▸ WHAT THIS TASK INVOLVES
Entries follow. Return each line that contains the word "junctions".

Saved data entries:
* * * *

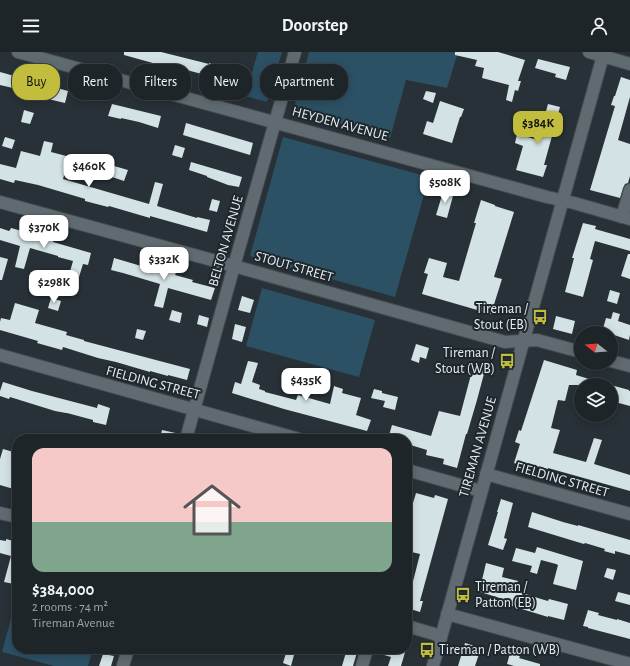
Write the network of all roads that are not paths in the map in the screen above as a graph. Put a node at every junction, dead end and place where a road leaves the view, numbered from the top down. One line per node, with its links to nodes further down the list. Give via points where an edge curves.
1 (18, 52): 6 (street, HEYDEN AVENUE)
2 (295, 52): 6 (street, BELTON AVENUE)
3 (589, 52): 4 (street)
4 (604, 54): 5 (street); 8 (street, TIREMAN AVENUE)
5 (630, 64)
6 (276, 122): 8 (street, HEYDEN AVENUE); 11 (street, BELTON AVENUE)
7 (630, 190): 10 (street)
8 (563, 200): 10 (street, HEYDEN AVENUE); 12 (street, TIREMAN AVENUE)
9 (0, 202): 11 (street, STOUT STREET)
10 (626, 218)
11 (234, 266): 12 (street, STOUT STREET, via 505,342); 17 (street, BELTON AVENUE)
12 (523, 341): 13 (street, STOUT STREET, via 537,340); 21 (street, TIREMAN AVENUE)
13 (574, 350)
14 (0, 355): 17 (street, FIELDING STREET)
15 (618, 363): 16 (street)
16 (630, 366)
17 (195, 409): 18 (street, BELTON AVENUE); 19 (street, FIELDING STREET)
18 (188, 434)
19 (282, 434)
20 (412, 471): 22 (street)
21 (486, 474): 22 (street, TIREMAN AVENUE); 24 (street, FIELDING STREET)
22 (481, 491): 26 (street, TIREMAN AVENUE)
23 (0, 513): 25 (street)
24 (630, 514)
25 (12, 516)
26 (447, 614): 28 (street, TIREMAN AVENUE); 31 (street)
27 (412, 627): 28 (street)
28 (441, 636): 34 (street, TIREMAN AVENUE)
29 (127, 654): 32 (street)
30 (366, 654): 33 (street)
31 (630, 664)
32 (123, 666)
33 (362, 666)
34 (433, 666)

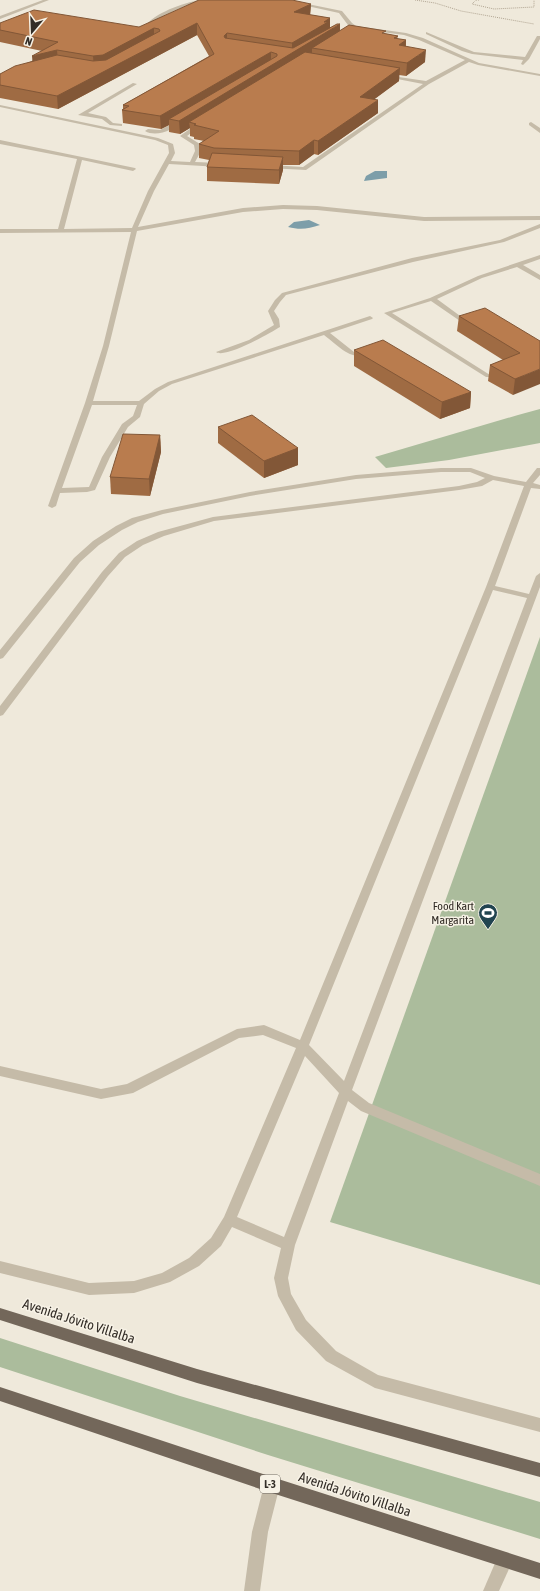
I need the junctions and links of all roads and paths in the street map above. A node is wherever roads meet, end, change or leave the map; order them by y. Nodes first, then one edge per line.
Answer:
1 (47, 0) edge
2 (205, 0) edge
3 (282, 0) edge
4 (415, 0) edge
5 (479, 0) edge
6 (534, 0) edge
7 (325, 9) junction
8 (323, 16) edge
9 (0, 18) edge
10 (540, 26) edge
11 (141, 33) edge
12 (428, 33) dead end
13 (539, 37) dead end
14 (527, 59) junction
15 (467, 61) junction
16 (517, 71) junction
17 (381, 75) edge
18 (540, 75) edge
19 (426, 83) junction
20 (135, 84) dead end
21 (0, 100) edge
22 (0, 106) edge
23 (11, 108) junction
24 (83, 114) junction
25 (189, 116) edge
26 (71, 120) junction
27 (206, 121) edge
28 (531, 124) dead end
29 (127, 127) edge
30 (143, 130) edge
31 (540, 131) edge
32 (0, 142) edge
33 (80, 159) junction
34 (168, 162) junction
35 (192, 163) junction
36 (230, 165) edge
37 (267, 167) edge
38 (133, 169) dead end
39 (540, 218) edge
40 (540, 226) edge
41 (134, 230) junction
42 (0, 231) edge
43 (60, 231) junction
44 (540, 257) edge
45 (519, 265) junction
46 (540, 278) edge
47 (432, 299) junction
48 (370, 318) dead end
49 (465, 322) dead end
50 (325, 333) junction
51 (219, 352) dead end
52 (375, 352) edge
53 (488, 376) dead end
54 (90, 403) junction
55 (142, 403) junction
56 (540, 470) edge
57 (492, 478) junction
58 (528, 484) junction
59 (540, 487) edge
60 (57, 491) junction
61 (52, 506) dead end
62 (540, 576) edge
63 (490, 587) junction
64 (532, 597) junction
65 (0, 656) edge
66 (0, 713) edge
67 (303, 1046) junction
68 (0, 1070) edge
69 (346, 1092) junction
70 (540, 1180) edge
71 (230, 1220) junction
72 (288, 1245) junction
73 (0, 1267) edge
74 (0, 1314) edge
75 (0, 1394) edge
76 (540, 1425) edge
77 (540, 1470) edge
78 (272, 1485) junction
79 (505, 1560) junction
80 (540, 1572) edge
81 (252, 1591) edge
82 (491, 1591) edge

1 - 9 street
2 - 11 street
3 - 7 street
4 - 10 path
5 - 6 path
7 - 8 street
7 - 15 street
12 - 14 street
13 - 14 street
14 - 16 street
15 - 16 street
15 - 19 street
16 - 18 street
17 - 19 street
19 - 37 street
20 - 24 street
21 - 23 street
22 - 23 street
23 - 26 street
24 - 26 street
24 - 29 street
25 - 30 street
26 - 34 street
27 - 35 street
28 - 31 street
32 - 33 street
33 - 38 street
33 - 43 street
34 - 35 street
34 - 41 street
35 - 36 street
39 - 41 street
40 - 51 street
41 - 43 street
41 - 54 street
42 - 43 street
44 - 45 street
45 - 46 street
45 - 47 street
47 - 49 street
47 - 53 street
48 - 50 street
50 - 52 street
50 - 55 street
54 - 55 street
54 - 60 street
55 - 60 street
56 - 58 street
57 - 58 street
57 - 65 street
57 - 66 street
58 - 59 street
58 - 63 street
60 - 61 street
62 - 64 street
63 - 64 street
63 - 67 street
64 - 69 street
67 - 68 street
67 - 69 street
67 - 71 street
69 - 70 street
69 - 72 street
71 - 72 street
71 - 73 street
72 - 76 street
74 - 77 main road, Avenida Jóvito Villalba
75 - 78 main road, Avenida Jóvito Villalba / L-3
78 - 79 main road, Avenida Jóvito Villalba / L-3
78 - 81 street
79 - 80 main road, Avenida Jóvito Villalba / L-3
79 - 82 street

* * * *

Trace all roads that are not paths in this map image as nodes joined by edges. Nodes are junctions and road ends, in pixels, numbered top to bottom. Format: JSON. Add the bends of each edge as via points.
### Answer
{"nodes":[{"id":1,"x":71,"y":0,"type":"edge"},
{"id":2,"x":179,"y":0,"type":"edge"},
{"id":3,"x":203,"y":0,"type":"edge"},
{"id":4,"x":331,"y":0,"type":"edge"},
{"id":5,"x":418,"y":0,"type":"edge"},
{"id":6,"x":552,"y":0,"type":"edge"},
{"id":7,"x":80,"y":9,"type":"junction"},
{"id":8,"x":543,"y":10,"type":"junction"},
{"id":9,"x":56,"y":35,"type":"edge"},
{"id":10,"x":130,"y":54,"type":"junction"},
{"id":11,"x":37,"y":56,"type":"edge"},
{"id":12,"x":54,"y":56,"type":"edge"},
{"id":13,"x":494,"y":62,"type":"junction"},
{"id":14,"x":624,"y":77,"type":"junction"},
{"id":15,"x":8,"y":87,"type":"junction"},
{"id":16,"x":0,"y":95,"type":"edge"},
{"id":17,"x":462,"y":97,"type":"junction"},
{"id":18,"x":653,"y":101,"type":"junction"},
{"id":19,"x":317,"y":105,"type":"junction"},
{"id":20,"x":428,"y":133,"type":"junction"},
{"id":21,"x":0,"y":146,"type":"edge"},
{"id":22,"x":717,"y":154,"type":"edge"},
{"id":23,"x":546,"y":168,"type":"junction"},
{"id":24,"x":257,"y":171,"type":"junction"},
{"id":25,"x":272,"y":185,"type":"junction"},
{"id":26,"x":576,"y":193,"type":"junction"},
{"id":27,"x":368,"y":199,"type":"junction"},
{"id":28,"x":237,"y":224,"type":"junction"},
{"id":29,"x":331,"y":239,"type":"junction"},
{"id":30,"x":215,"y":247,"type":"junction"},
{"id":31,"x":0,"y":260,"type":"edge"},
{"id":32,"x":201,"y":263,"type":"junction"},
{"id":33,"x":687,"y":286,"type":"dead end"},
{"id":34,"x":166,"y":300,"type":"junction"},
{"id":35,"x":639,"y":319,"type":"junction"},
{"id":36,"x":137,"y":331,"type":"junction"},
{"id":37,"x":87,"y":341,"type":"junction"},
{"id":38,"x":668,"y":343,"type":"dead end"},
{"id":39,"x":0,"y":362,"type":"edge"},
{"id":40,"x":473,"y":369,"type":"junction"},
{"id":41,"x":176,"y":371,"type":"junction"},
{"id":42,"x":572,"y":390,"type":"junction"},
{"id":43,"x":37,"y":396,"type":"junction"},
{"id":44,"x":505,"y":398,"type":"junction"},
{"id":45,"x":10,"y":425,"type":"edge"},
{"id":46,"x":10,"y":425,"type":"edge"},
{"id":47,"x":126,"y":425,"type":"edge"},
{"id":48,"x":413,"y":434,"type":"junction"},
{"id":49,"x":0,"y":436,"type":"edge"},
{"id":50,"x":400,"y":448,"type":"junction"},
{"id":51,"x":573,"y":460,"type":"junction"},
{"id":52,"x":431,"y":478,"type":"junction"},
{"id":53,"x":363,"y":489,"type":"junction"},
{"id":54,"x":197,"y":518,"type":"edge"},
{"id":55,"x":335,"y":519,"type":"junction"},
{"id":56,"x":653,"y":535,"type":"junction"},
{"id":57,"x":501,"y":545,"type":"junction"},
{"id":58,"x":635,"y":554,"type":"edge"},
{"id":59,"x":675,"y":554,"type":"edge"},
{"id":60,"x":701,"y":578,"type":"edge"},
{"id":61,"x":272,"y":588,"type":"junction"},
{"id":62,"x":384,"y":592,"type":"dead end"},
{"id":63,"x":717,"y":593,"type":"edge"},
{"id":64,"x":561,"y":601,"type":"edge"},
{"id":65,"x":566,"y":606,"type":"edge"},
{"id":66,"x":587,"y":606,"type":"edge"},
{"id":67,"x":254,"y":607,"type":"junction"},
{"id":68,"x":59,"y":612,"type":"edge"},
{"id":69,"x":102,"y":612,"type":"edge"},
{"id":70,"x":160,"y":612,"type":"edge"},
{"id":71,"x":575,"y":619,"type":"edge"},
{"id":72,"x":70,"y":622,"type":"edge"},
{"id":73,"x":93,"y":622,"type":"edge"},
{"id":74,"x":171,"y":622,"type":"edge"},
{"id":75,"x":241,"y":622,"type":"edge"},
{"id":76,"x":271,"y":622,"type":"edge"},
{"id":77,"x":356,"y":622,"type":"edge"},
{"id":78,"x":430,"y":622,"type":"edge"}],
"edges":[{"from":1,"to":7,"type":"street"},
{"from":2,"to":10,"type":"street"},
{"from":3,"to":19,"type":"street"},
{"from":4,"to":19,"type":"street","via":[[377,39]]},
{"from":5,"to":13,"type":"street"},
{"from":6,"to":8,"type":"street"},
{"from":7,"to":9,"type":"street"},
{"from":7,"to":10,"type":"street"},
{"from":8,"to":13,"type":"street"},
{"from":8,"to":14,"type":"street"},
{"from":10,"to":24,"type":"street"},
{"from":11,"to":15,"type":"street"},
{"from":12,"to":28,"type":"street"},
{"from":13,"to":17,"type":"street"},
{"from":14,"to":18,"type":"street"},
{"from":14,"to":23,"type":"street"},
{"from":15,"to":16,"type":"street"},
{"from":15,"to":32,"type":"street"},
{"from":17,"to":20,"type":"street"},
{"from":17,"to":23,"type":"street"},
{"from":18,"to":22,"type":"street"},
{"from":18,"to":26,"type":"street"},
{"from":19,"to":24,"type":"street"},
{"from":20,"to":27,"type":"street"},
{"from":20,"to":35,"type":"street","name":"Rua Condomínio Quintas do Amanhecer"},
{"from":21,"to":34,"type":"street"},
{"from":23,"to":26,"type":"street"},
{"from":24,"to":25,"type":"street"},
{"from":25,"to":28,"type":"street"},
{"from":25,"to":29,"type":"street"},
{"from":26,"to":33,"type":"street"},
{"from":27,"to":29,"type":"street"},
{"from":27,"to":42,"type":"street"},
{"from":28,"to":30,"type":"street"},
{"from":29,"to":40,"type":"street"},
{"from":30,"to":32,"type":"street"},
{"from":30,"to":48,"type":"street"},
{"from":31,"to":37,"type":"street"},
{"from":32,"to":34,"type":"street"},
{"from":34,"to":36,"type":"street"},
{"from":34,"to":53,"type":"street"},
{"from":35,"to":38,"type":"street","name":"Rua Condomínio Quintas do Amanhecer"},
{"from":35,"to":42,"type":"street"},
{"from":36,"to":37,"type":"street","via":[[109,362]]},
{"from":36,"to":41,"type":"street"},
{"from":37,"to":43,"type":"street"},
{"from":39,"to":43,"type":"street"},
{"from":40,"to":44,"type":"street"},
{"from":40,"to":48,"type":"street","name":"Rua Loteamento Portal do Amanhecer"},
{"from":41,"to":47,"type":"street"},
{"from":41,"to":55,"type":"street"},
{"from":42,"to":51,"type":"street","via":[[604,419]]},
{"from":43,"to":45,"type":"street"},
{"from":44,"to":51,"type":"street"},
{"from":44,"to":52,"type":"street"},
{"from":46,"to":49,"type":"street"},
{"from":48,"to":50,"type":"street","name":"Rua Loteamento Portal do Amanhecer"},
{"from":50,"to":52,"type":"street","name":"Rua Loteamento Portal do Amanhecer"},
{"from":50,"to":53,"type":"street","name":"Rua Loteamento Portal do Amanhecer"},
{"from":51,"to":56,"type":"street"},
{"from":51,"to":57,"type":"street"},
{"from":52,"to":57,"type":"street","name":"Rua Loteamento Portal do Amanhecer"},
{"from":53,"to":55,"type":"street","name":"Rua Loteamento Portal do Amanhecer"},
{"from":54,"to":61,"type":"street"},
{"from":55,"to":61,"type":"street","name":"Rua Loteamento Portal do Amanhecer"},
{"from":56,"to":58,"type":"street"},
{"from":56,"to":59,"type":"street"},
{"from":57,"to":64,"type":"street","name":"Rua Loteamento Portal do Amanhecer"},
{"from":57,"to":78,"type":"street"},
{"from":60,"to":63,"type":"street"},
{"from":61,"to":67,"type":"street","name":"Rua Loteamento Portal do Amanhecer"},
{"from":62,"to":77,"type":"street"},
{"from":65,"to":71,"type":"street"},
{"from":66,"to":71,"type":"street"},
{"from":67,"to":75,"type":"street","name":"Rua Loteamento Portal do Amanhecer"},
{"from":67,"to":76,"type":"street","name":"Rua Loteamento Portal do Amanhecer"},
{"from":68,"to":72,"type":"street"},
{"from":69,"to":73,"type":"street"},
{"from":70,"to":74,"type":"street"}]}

* * * *

▸ ANSWER BELOW
I need the junctions and links of all roads and paths in the street map above. A node is wherever roads meet, end, change or leave the map; order them by y. Nodes first, then one edge per line.
Trace all roads that are not paths in this map image as nodes joined by edges. Nodes are junctions and road ends, in pixels, numbered top to bottom. Format: JSON. Add the bends of each edge as via points.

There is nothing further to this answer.